The study introduces a new approach combining radiative transfer models to predict Ly-alpha signals from quasar ionization fronts during reionization.

Findings

Ly-alpha emission appears as a broad line with 100-200 km/s width.

Surface brightness ranges from 10^{-21} to 10^{-20} erg s^{-1} cm^{-2} arcsec^{-2}.

Signal detectable with current spectroscopy facilities at high redshift.

Abstract

We present a new method to directly map the neutral-hydrogen distribution during the reionization epoch and to constrain the emission properties of the highest-redshift quasars (QSOs). As a tracer of HI, we propose to use the Ly-alpha radiation produced by quasar ionization fronts (I-fronts) that expand in the partially ionized intergalactic medium (IGM) before reionization is complete. These Ly-alpha photons are mainly generated by collisional excitations of hydrogen atoms in the boundary of the rapidly expanding HII region. The observable signal is produced by the part of the I-front that lies behind the QSO with respect to the observer. Combining two radiative transfer models (one for the QSO ionizing radiation and one for the Ly-alpha photons), we estimate the expected Ly-alpha spectral shape and surface brightness (SB) for a large number of configurations where we varied both the properties of the ionizing QSO and of the surrounding medium. We find that the expected signal is observable as a single (broad) emission line with a characteristic width of 100-200 km/s. The expected SB produced at redshift z~6.5 within a fully neutral region (at mean density) by a typical QSO I-front lies in the range $10^{-21}-10^{-20}$ erg s$^{-1}$ cm$^{-2}$ arcsec$^{-2}$ and decreases proportionally to $(1+z)^2$ for a given QSO age.
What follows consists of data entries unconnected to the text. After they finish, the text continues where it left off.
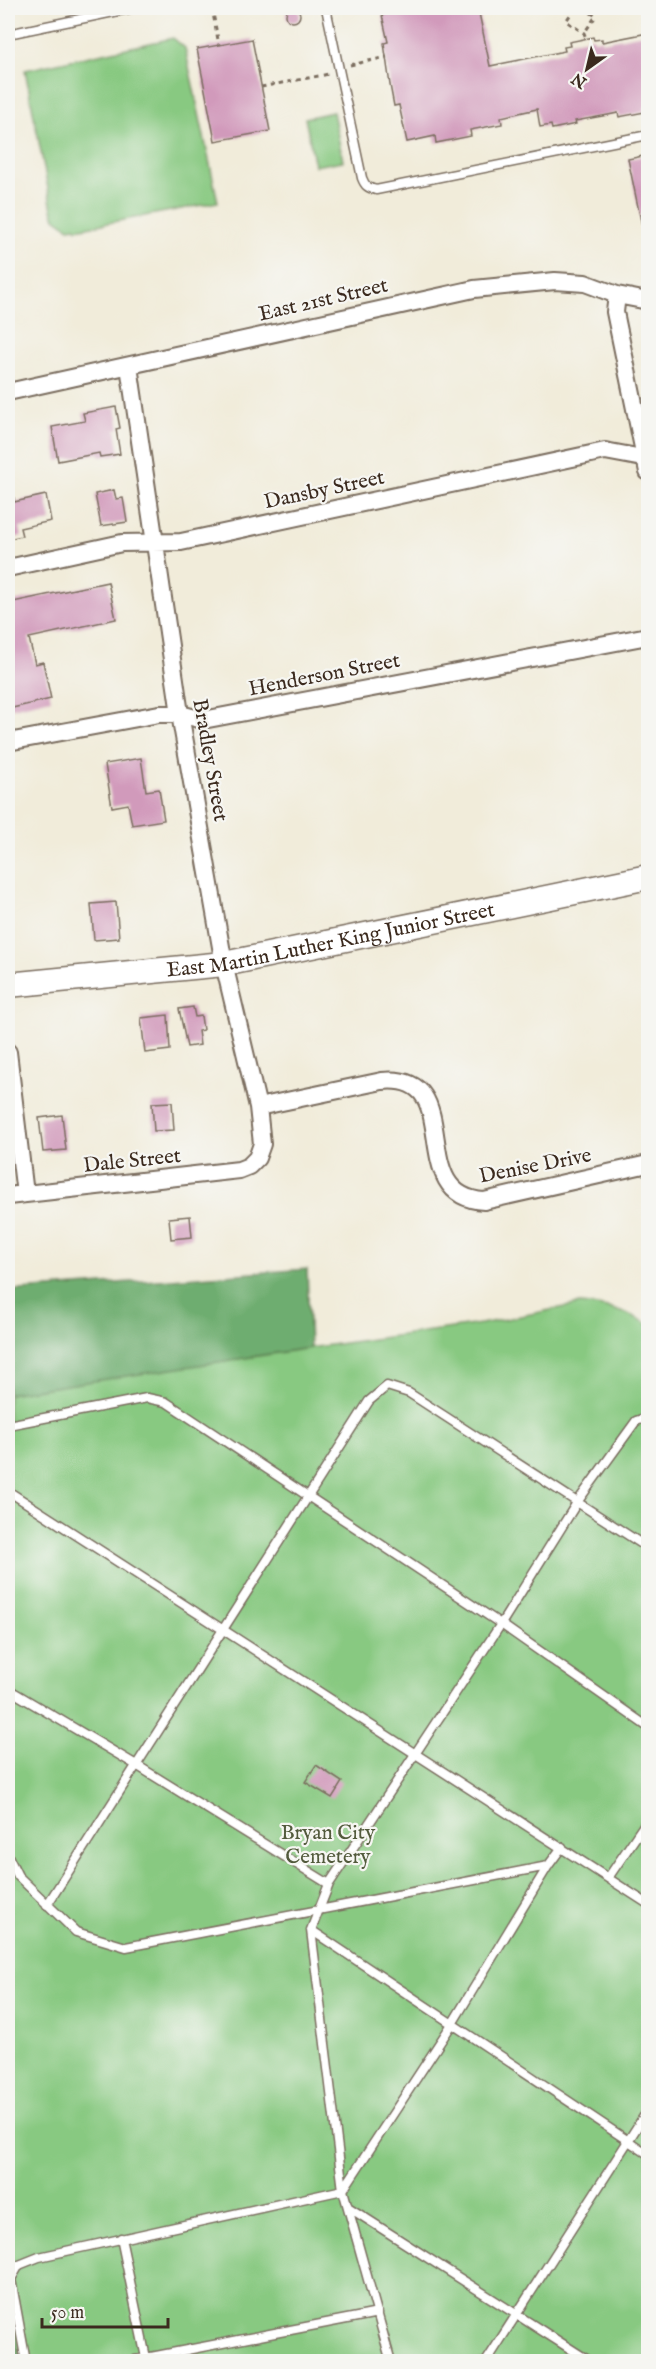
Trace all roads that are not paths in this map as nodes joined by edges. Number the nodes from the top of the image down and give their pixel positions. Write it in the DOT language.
graph roads {
  1 [pos="133,8"];
  2 [pos="326,8"];
  3 [pos="8,34"];
  4 [pos="648,135"];
  5 [pos="617,295"];
  6 [pos="648,301"];
  7 [pos="129,366"];
  8 [pos="8,392"];
  9 [pos="648,463"];
  10 [pos="156,543"];
  11 [pos="8,568"];
  12 [pos="648,636"];
  13 [pos="180,714"];
  14 [pos="8,742"];
  15 [pos="648,877"];
  16 [pos="224,964"];
  17 [pos="8,985"];
  18 [pos="8,1052"];
  19 [pos="258,1107"];
  20 [pos="257,1158"];
  21 [pos="648,1164"];
  22 [pos="26,1194"];
  23 [pos="8,1196"];
  24 [pos="648,1418"];
  25 [pos="8,1425"];
  26 [pos="8,1491"];
  27 [pos="308,1497"];
  28 [pos="578,1501"];
  29 [pos="648,1548"];
  30 [pos="501,1624"];
  31 [pos="224,1629"];
  32 [pos="8,1689"];
  33 [pos="648,1726"];
  34 [pos="415,1752"];
  35 [pos="138,1766"];
  36 [pos="648,1819"];
  37 [pos="562,1847"];
  38 [pos="8,1857"];
  39 [pos="548,1866"];
  40 [pos="608,1878"];
  41 [pos="329,1884"];
  42 [pos="648,1904"];
  43 [pos="47,1905"];
  44 [pos="318,1910"];
  45 [pos="311,1930"];
  46 [pos="452,2024"];
  47 [pos="648,2110"];
  48 [pos="628,2141"];
  49 [pos="648,2154"];
  50 [pos="343,2190"];
  51 [pos="348,2207"];
  52 [pos="121,2238"];
  53 [pos="378,2313"];
  54 [pos="516,2314"];
  55 [pos="146,2358"];
  56 [pos="26,2361"];
  57 [pos="125,2361"];
  58 [pos="391,2361"];
  59 [pos="486,2361"];
  60 [pos="591,2361"];
  1 -- 3 [label="lane"];
  2 -- 4 [label="lane"];
  5 -- 6 [label="street, East 21st Street"];
  5 -- 7 [label="street, East 21st Street"];
  5 -- 9 [label="street"];
  7 -- 8 [label="street, East 21st Street"];
  7 -- 10 [label="street, Bradley Street"];
  9 -- 10 [label="street, Dansby Street"];
  10 -- 11 [label="street, Dansby Street"];
  10 -- 13 [label="street, Bradley Street"];
  12 -- 13 [label="street, Henderson Street"];
  13 -- 14 [label="street, Henderson Street"];
  13 -- 16 [label="street, Bradley Street"];
  15 -- 16 [label="street, East Martin Luther King Junior Street"];
  16 -- 17 [label="street, East Martin Luther King Junior Street"];
  16 -- 19 [label="street, Bradley Street"];
  18 -- 22 [label="street"];
  19 -- 20 [label="street, Bradley Street"];
  19 -- 21 [label="street, Denise Drive"];
  20 -- 22 [label="street, Dale Street"];
  22 -- 23 [label="street, Dale Street"];
  24 -- 28 [label="lane"];
  25 -- 27 [label="lane"];
  26 -- 31 [label="lane"];
  27 -- 28 [label="lane"];
  27 -- 30 [label="lane"];
  27 -- 31 [label="lane"];
  28 -- 29 [label="lane"];
  28 -- 30 [label="lane"];
  30 -- 33 [label="lane"];
  30 -- 34 [label="lane"];
  31 -- 34 [label="lane"];
  31 -- 35 [label="lane"];
  32 -- 35 [label="lane"];
  34 -- 37 [label="lane"];
  34 -- 41 [label="lane"];
  35 -- 41 [label="lane"];
  35 -- 43 [label="lane"];
  36 -- 40 [label="lane"];
  37 -- 39 [label="lane"];
  37 -- 40 [label="lane"];
  38 -- 43 [label="lane"];
  39 -- 44 [label="lane"];
  39 -- 46 [label="lane"];
  40 -- 42 [label="lane"];
  41 -- 44 [label="lane"];
  43 -- 44 [label="lane"];
  44 -- 45 [label="lane"];
  45 -- 46 [label="lane"];
  45 -- 50 [label="lane"];
  46 -- 48 [label="lane"];
  46 -- 50 [label="lane"];
  47 -- 48 [label="lane"];
  48 -- 49 [label="lane"];
  48 -- 54 [label="lane"];
  50 -- 51 [label="lane"];
  50 -- 52 [label="lane"];
  51 -- 53 [label="lane"];
  51 -- 54 [label="lane"];
  52 -- 55 [label="lane"];
  52 -- 56 [label="lane"];
  53 -- 55 [label="lane"];
  53 -- 58 [label="lane"];
  54 -- 59 [label="lane"];
  54 -- 60 [label="lane"];
  55 -- 57 [label="lane"];
}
QSOs with harder spectra may produce a significantly brighter emission at early phases. The signal may cover up to a few hundred square arcmin on the sky and should be already detectable with current facilities by means of moderate/high resolution spectroscopy. The detection of this Ly-alpha emission can shed new light on the reionization history, the age and the emission properties of the highest-redshift QSOs. (abridged)